Defendants appealed.
They were not successful in trying to overturn the fee denials.
On the FEHA issue, two factors (“at least two,” according to the appellate panel) supported the trial court’s denial of fees: (1) the fee request was unreasonably inflated in nature (Farris v. Cox, 508 F.Supp. 222, 227 (N.D.Cal. 1981)); and (2) plaintiff presented a declaration indicating she had no ability to pay the fee award (Villanueva v. City of Colton, 160 Cal.App.4th 1188, 1203-1204 (2008) [ability to pay must be considered before awarding fees under FEHA to defendant]). Although defendants suggested plaintiff was lying about her financial condition, the Court of Appeal observed that they could have deposed her if they doubted the declaration, but chose not to do so.
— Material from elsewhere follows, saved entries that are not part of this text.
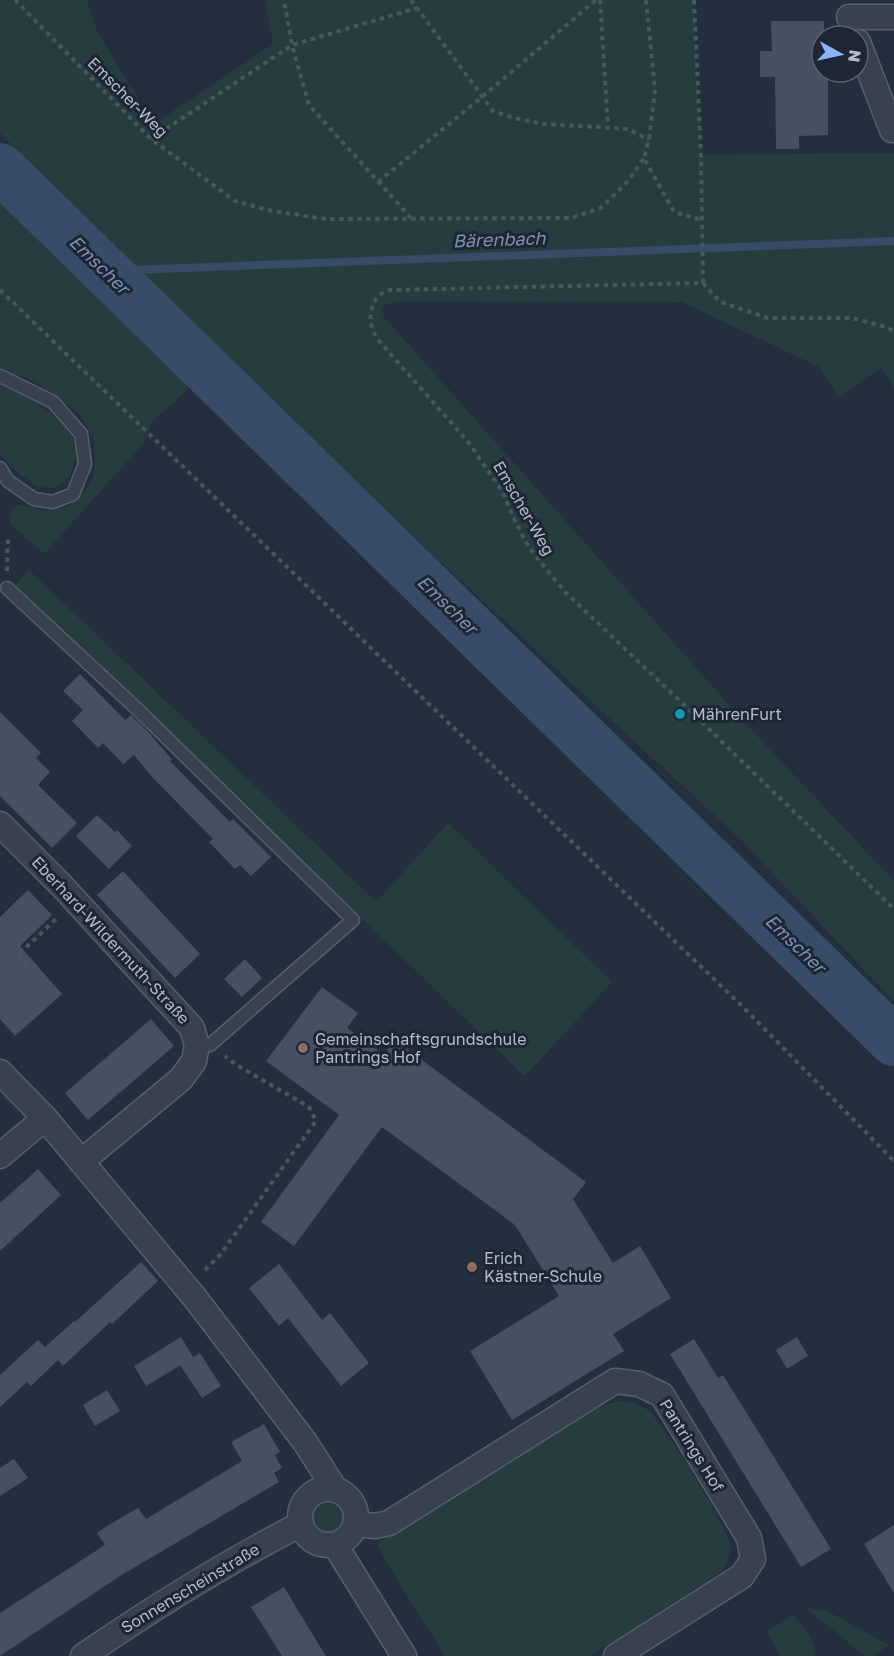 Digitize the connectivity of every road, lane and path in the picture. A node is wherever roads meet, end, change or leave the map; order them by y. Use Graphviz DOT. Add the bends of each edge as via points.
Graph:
graph roads {
  1 [pos="15,0"];
  2 [pos="284,0"];
  3 [pos="411,0"];
  4 [pos="596,0"];
  5 [pos="600,0"];
  6 [pos="646,0"];
  7 [pos="694,0"];
  8 [pos="417,8"];
  9 [pos="894,17"];
  10 [pos="849,18"];
  11 [pos="292,45"];
  12 [pos="870,73"];
  13 [pos="483,97"];
  14 [pos="608,127"];
  15 [pos="894,130"];
  16 [pos="151,139"];
  17 [pos="649,140"];
  18 [pos="644,158"];
  19 [pos="378,182"];
  20 [pos="411,219"];
  21 [pos="702,220"];
  22 [pos="703,283"];
  23 [pos="0,290"];
  24 [pos="894,331"];
  25 [pos="0,376"];
  26 [pos="0,468"];
  27 [pos="8,538"];
  28 [pos="7,588"];
  29 [pos="0,824"];
  30 [pos="76,900"];
  31 [pos="894,909"];
  32 [pos="27,966"];
  33 [pos="197,1045"];
  34 [pos="235,1064"];
  35 [pos="0,1072"];
  36 [pos="45,1118"];
  37 [pos="0,1156"];
  38 [pos="82,1161"];
  39 [pos="894,1161"];
  40 [pos="220,1255"];
  41 [pos="335,1489"];
  42 [pos="301,1524"];
  43 [pos="356,1524"];
  44 [pos="335,1545"];
  45 [pos="83,1656"];
  46 [pos="404,1656"];
  47 [pos="616,1656"];
  1 -- 16 [label="path, Emscher-Weg"];
  2 -- 11 [label="path"];
  3 -- 8 [label="path"];
  4 -- 13 [label="path"];
  5 -- 14 [label="path"];
  6 -- 17 [label="path, Emscher-Weg" via="655,90"];
  7 -- 21 [label="path"];
  8 -- 11 [label="path"];
  8 -- 13 [label="path"];
  9 -- 10 [label="street"];
  11 -- 16 [label="path"];
  11 -- 19 [label="path" via="309,105"];
  12 -- 15 [label="street"];
  13 -- 14 [label="path" via="493,111 514,118 544,124"];
  13 -- 19 [label="path"];
  14 -- 17 [label="path" via="628,129"];
  16 -- 20 [label="path, Emscher-Weg" via="235,201 326,219"];
  17 -- 18 [label="path, Emscher-Weg"];
  18 -- 20 [label="path, Emscher-Weg" via="601,208 572,218"];
  18 -- 21 [label="path" via="675,212"];
  19 -- 20 [label="path"];
  21 -- 22 [label="path"];
  22 -- 24 [label="path" via="720,302 768,318 852,318"];
  22 -- 31 [label="path, Emscher-Weg" via="390,290 373,303 370,321 380,342 469,443 502,491 530,549 565,592"];
  23 -- 39 [label="path" via="746,1010"];
  25 -- 26 [label="lane" via="53,402 81,434 85,464 73,494 53,502 34,499 8,481"];
  27 -- 28 [label="path"];
  28 -- 33 [label="lane" via="353,920 210,1045"];
  29 -- 30 [label="street, Eberhard-Wildermuth-Straße"];
  30 -- 32 [label="path" via="17,956"];
  30 -- 33 [label="street, Eberhard-Wildermuth-Straße" via="192,1028"];
  33 -- 38 [label="street, Eberhard-Wildermuth-Straße" via="194,1061 181,1079"];
  34 -- 40 [label="path" via="309,1107 316,1120"];
  35 -- 36 [label="street"];
  36 -- 37 [label="street"];
  36 -- 38 [label="street"];
  38 -- 41 [label="street" via="195,1298 305,1442"];
  41 -- 42 [label="street" via="321,1489 308,1497 301,1509"];
  41 -- 43 [label="street" via="348,1496 356,1509"];
  42 -- 44 [label="street" via="313,1541"];
  42 -- 45 [label="street, Sonnenscheinstraße" via="231,1562"];
  43 -- 44 [label="street" via="348,1537"];
  43 -- 47 [label="street, Pantrings Hof" via="389,1523 615,1381 639,1384 662,1395 749,1538 753,1559 742,1576"];
  44 -- 46 [label="street"];
}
No RFA denial fees were justified because (1) defendants did not prove that they did not retaliate/harass plaintiff, but only showed plaintiff could not prove it; and (2) fee requesting defendants did not prove that the RFA denials were false as to other nonappealing defendants, given that the RFA requests asked plaintiff to admit her allegations were false as against all defendants. (BLOG OBSERVATION—If you are going to ask for RFA fee shifting, make sure your requests are narrowly tailored to avoid the result in this case.)